SAPT0 calculation crashes pointer error

bhopshang · June 21, 2023, 12:13pm

Hello,
I am running a SAPT0 calculation on a large complex using node local scratch directory on a compute cluster with SLURM manager. Psi4 1.8 release. The job reserved 128 GB of memory in SLURM queur and provided 90 GB to psi4 - to have some buffer for writing large scratch files. Previously, the job failed when RAM requested was too close to the memory provided to PSI4. The input file is located here

The calculation runs for around 6 hours and then fails with an error message

PSIO_ERROR: unit = 194, errval = 12
munmap_chunk(): invalid pointer
/cm/local/apps/slurm/var/spool/job23188571/slurm_script: line 41: 3984586 Aborted

Further message from seff with job number are
State: FAILED (exit code 134)

Nodes: 1
Cores per node: 64
CPU Utilized: 4-03:10:44
CPU Efficiency: 26.05% of 15-20:43:44 core-walltime
Job Wall-clock time: 05:56:56
Memory Utilized: 106.56 GB
Memory Efficiency: 83.25% of 128.00 GB

I have many such large systems for which I intend to carry out SAPT0 level calculations.
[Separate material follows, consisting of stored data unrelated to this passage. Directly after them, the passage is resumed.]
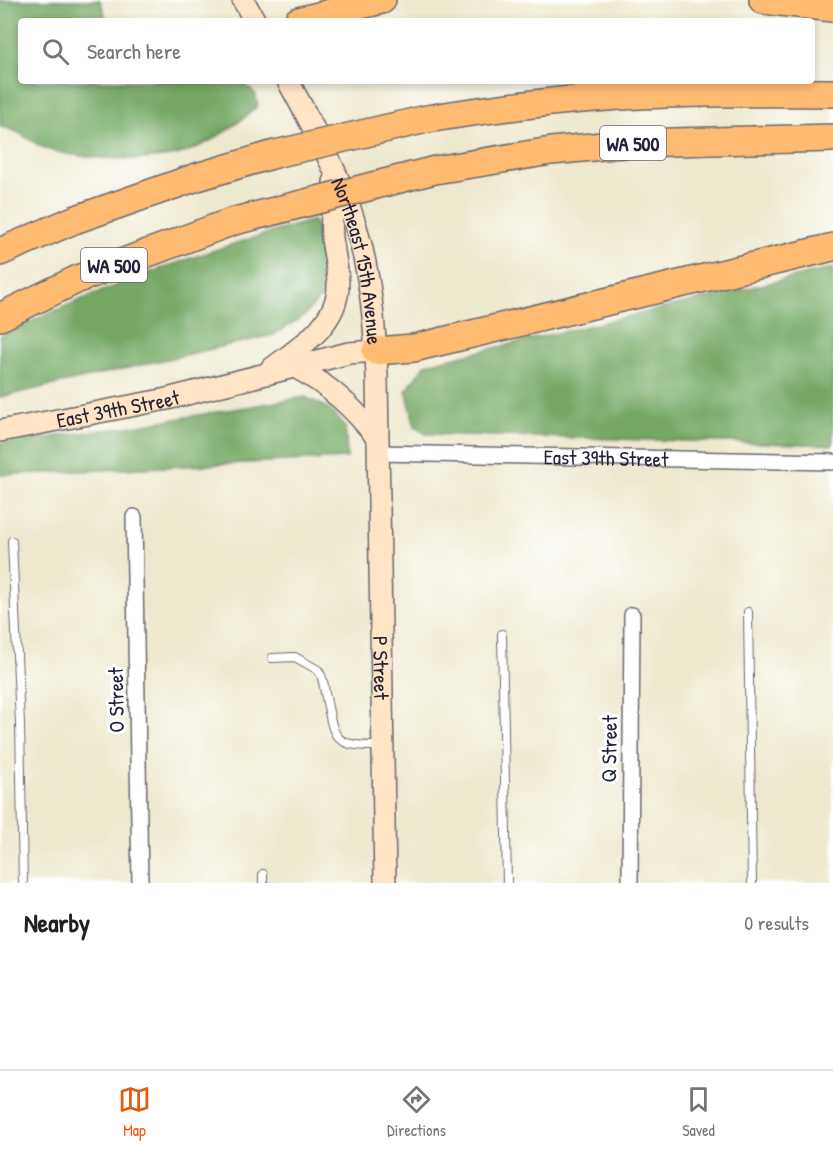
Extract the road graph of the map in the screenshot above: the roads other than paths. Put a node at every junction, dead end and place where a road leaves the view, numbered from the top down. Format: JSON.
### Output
{"nodes":[{"id":1,"x":243,"y":0,"type":"edge"},
{"id":2,"x":382,"y":0,"type":"edge"},
{"id":3,"x":763,"y":0,"type":"edge"},
{"id":4,"x":833,"y":8,"type":"edge"},
{"id":5,"x":253,"y":18,"type":"edge"},
{"id":6,"x":310,"y":18,"type":"edge"},
{"id":7,"x":290,"y":84,"type":"edge"},
{"id":8,"x":833,"y":93,"type":"edge"},
{"id":9,"x":833,"y":138,"type":"edge"},
{"id":10,"x":335,"y":173,"type":"junction"},
{"id":11,"x":833,"y":247,"type":"edge"},
{"id":12,"x":0,"y":252,"type":"edge"},
{"id":13,"x":0,"y":317,"type":"edge"},
{"id":14,"x":376,"y":351,"type":"junction"},
{"id":15,"x":295,"y":367,"type":"junction"},
{"id":16,"x":263,"y":375,"type":"junction"},
{"id":17,"x":0,"y":431,"type":"edge"},
{"id":18,"x":378,"y":446,"type":"junction"},
{"id":19,"x":833,"y":462,"type":"edge"},
{"id":20,"x":134,"y":517,"type":"dead end"},
{"id":21,"x":12,"y":541,"type":"dead end"},
{"id":22,"x":748,"y":612,"type":"dead end"},
{"id":23,"x":632,"y":615,"type":"dead end"},
{"id":24,"x":502,"y":634,"type":"dead end"},
{"id":25,"x":272,"y":658,"type":"dead end"},
{"id":26,"x":383,"y":746,"type":"junction"},
{"id":27,"x":23,"y":883,"type":"edge"},
{"id":28,"x":140,"y":883,"type":"edge"},
{"id":29,"x":386,"y":883,"type":"edge"},
{"id":30,"x":507,"y":883,"type":"edge"},
{"id":31,"x":630,"y":883,"type":"edge"},
{"id":32,"x":752,"y":883,"type":"edge"}],
"edges":[{"from":1,"to":5,"type":"main road"},
{"from":2,"to":6,"type":"highway"},
{"from":3,"to":4,"type":"highway"},
{"from":7,"to":10,"type":"main road","name":"Northeast 15th Avenue"},
{"from":8,"to":12,"type":"highway","number":"WA 500","bridge":true},
{"from":9,"to":13,"type":"highway","number":"WA 500","bridge":true},
{"from":10,"to":14,"type":"main road","name":"Northeast 15th Avenue"},
{"from":10,"to":16,"type":"main road"},
{"from":11,"to":14,"type":"highway"},
{"from":14,"to":15,"type":"main road","name":"East 39th Street"},
{"from":14,"to":18,"type":"main road","name":"Northeast 15th Avenue"},
{"from":15,"to":16,"type":"main road","name":"East 39th Street"},
{"from":15,"to":18,"type":"main road"},
{"from":16,"to":17,"type":"main road","name":"East 39th Street"},
{"from":18,"to":19,"type":"street","name":"East 39th Street"},
{"from":18,"to":26,"type":"main road","name":"P Street"},
{"from":20,"to":28,"type":"street","name":"O Street"},
{"from":21,"to":27,"type":"lane"},
{"from":22,"to":32,"type":"lane"},
{"from":23,"to":31,"type":"street","name":"Q Street"},
{"from":24,"to":30,"type":"lane"},
{"from":25,"to":26,"type":"lane"},
{"from":26,"to":29,"type":"main road","name":"P Street"}]}
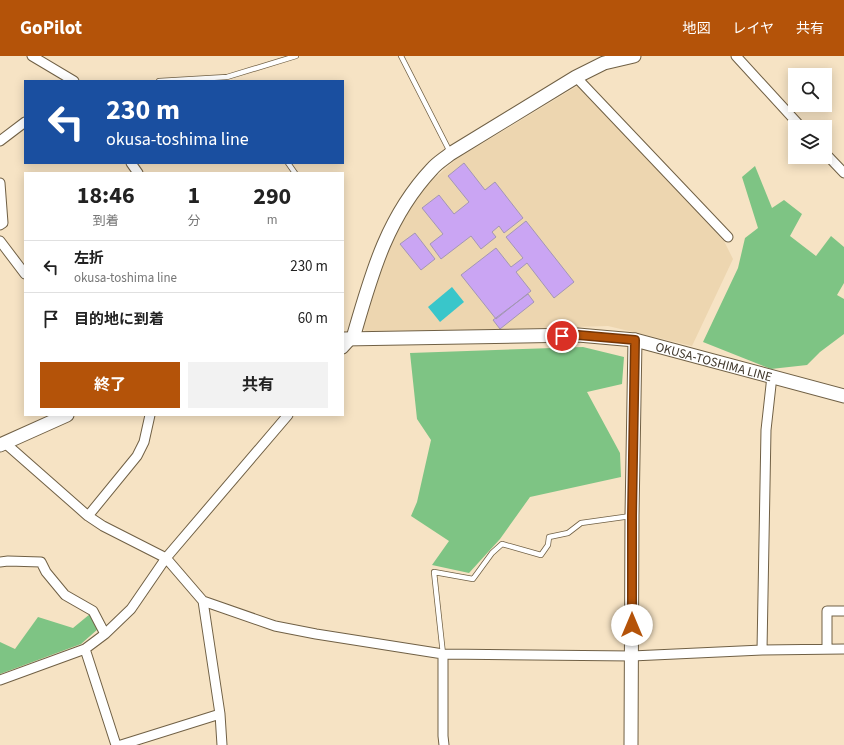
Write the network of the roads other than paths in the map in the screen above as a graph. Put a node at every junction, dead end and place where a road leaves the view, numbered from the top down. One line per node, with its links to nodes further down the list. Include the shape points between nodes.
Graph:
1 (32, 56): 8 (street)
2 (296, 56): 7 (lane)
3 (401, 56): 13 (lane)
4 (634, 56): 6 (street, via 604,63)
5 (736, 56): 10 (street)
6 (576, 76): 13 (street); 18 (street)
7 (228, 79): 9 (lane)
8 (72, 80)
9 (194, 80)
10 (795, 120)
11 (24, 123): 12 (street)
12 (0, 140)
13 (450, 154): 21 (street, via 421,182 390,230)
14 (832, 160): 15 (street)
15 (844, 173)
16 (0, 183): 17 (street, via 3,223)
17 (0, 225)
18 (728, 237)
19 (0, 241): 20 (street)
20 (24, 273)
21 (348, 338): 22 (street, OKUSA-TOSHIMA LINE, via 578,335)
22 (635, 340): 23 (street, OKUSA-TOSHIMA LINE); 30 (street)
23 (772, 376): 24 (street, OKUSA-TOSHIMA LINE); 39 (street, via 766,430)
24 (844, 396)
25 (65, 416): 28 (street)
26 (150, 416): 29 (street, via 144,442 137,456)
27 (287, 416): 31 (street)
28 (2, 444): 29 (street)
29 (88, 516): 31 (street)
30 (632, 516): 40 (lane, via 581,523 568,533 549,537 548,546 541,555 502,544 473,579 434,572); 41 (street)
31 (166, 558): 33 (street); 35 (street, via 131,609)
32 (0, 562): 35 (street, via 41,562 65,595 94,611)
33 (203, 601): 40 (street, via 282,627); 43 (street)
34 (844, 612): 36 (street, via 827,611)
35 (105, 634): 37 (street)
36 (827, 648): 38 (street); 39 (street)
37 (85, 649): 42 (street); 44 (street)
38 (844, 649)
39 (762, 650): 41 (street)
40 (443, 654): 41 (street); 47 (street)
41 (632, 656): 48 (street)
42 (0, 680)
43 (220, 714): 45 (street); 46 (street)
44 (116, 745)
45 (121, 745)
46 (222, 745)
47 (444, 745)
48 (631, 745)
I appreciate any advice on solving this problem.
Thank you

loriab · June 21, 2023, 5:06pm

Hi, your input looks good. You could check whether the disk is getting full or use a queue that has local disk resources, if that’s available to you. Also, PSIO errors are sometimes flukes, so you might try running this job again or running another planned job to see if the error persists.

bhopshang · June 21, 2023, 5:21pm

Thanks, I restarted the job with significantly more memory - it’s been running for ~ 5 hours now- fingers crossed! Thank you so much for checking the input - it is highly appreciated.